*What you will do*
Print each of the records below, leaving every word as it is.

*Records for processing*
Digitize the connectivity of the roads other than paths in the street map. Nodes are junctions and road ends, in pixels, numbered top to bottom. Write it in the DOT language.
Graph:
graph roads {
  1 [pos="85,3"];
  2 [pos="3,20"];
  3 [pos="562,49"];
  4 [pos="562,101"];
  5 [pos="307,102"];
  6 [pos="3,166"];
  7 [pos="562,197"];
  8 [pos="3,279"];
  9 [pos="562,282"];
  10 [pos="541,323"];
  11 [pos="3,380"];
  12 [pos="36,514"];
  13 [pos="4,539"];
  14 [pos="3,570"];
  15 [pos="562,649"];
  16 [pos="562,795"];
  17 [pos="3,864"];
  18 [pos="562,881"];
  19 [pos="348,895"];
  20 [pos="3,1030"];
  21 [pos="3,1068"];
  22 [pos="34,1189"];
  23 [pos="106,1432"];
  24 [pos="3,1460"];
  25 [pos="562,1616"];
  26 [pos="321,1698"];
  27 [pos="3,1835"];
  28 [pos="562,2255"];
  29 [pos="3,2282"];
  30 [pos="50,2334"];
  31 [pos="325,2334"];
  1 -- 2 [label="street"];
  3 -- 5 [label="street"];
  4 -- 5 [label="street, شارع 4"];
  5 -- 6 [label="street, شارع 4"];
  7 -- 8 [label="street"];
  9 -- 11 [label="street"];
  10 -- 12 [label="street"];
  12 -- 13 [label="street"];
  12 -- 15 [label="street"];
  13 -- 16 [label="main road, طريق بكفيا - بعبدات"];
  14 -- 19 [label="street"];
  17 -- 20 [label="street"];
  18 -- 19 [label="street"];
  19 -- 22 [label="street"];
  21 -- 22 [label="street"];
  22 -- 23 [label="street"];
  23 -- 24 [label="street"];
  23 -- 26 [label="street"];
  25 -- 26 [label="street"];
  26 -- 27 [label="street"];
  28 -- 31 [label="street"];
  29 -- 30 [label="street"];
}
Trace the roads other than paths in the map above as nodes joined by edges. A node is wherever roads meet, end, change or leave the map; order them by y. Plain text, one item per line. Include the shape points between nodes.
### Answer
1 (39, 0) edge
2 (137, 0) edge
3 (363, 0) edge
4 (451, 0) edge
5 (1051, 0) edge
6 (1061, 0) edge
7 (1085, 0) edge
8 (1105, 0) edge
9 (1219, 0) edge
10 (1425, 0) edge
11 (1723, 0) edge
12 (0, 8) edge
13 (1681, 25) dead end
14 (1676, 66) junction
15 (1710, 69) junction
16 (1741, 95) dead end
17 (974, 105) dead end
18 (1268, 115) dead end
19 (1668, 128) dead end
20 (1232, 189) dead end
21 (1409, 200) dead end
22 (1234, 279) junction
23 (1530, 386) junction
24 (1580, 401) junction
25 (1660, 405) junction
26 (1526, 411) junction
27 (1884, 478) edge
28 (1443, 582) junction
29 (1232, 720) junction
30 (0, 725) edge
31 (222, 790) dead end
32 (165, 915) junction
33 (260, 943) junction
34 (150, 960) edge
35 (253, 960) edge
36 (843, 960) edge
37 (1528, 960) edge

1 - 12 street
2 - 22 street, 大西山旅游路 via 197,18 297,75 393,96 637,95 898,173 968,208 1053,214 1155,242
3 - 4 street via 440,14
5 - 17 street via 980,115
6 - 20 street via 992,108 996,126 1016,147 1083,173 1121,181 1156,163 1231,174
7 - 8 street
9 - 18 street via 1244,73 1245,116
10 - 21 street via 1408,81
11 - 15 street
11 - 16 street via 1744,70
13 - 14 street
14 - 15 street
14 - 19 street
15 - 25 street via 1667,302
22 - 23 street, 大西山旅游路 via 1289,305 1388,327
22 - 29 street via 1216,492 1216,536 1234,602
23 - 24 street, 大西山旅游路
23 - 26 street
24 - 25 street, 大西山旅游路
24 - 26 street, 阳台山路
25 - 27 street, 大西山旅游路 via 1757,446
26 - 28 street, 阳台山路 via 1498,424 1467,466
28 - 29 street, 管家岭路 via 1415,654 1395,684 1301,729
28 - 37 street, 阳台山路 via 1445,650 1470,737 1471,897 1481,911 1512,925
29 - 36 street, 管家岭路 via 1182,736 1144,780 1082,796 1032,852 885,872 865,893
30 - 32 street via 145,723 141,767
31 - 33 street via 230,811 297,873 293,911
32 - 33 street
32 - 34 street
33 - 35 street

*Reply to the exercise*
Digitize the connectivity of the roads other than paths in the street map. Nodes are junctions and road ends, in pixels, numbered top to bottom. Write it in the DOT language.
Graph:
graph roads {
  1 [pos="85,3"];
  2 [pos="3,20"];
  3 [pos="562,49"];
  4 [pos="562,101"];
  5 [pos="307,102"];
  6 [pos="3,166"];
  7 [pos="562,197"];
  8 [pos="3,279"];
  9 [pos="562,282"];
  10 [pos="541,323"];
  11 [pos="3,380"];
  12 [pos="36,514"];
  13 [pos="4,539"];
  14 [pos="3,570"];
  15 [pos="562,649"];
  16 [pos="562,795"];
  17 [pos="3,864"];
  18 [pos="562,881"];
  19 [pos="348,895"];
  20 [pos="3,1030"];
  21 [pos="3,1068"];
  22 [pos="34,1189"];
  23 [pos="106,1432"];
  24 [pos="3,1460"];
  25 [pos="562,1616"];
  26 [pos="321,1698"];
  27 [pos="3,1835"];
  28 [pos="562,2255"];
  29 [pos="3,2282"];
  30 [pos="50,2334"];
  31 [pos="325,2334"];
  1 -- 2 [label="street"];
  3 -- 5 [label="street"];
  4 -- 5 [label="street, شارع 4"];
  5 -- 6 [label="street, شارع 4"];
  7 -- 8 [label="street"];
  9 -- 11 [label="street"];
  10 -- 12 [label="street"];
  12 -- 13 [label="street"];
  12 -- 15 [label="street"];
  13 -- 16 [label="main road, طريق بكفيا - بعبدات"];
  14 -- 19 [label="street"];
  17 -- 20 [label="street"];
  18 -- 19 [label="street"];
  19 -- 22 [label="street"];
  21 -- 22 [label="street"];
  22 -- 23 [label="street"];
  23 -- 24 [label="street"];
  23 -- 26 [label="street"];
  25 -- 26 [label="street"];
  26 -- 27 [label="street"];
  28 -- 31 [label="street"];
  29 -- 30 [label="street"];
}
Trace the roads other than paths in the map above as nodes joined by edges. A node is wherever roads meet, end, change or leave the map; order them by y. Plain text, one item per line. Include the shape points between nodes.
### Answer
1 (39, 0) edge
2 (137, 0) edge
3 (363, 0) edge
4 (451, 0) edge
5 (1051, 0) edge
6 (1061, 0) edge
7 (1085, 0) edge
8 (1105, 0) edge
9 (1219, 0) edge
10 (1425, 0) edge
11 (1723, 0) edge
12 (0, 8) edge
13 (1681, 25) dead end
14 (1676, 66) junction
15 (1710, 69) junction
16 (1741, 95) dead end
17 (974, 105) dead end
18 (1268, 115) dead end
19 (1668, 128) dead end
20 (1232, 189) dead end
21 (1409, 200) dead end
22 (1234, 279) junction
23 (1530, 386) junction
24 (1580, 401) junction
25 (1660, 405) junction
26 (1526, 411) junction
27 (1884, 478) edge
28 (1443, 582) junction
29 (1232, 720) junction
30 (0, 725) edge
31 (222, 790) dead end
32 (165, 915) junction
33 (260, 943) junction
34 (150, 960) edge
35 (253, 960) edge
36 (843, 960) edge
37 (1528, 960) edge

1 - 12 street
2 - 22 street, 大西山旅游路 via 197,18 297,75 393,96 637,95 898,173 968,208 1053,214 1155,242
3 - 4 street via 440,14
5 - 17 street via 980,115
6 - 20 street via 992,108 996,126 1016,147 1083,173 1121,181 1156,163 1231,174
7 - 8 street
9 - 18 street via 1244,73 1245,116
10 - 21 street via 1408,81
11 - 15 street
11 - 16 street via 1744,70
13 - 14 street
14 - 15 street
14 - 19 street
15 - 25 street via 1667,302
22 - 23 street, 大西山旅游路 via 1289,305 1388,327
22 - 29 street via 1216,492 1216,536 1234,602
23 - 24 street, 大西山旅游路
23 - 26 street
24 - 25 street, 大西山旅游路
24 - 26 street, 阳台山路
25 - 27 street, 大西山旅游路 via 1757,446
26 - 28 street, 阳台山路 via 1498,424 1467,466
28 - 29 street, 管家岭路 via 1415,654 1395,684 1301,729
28 - 37 street, 阳台山路 via 1445,650 1470,737 1471,897 1481,911 1512,925
29 - 36 street, 管家岭路 via 1182,736 1144,780 1082,796 1032,852 885,872 865,893
30 - 32 street via 145,723 141,767
31 - 33 street via 230,811 297,873 293,911
32 - 33 street
32 - 34 street
33 - 35 street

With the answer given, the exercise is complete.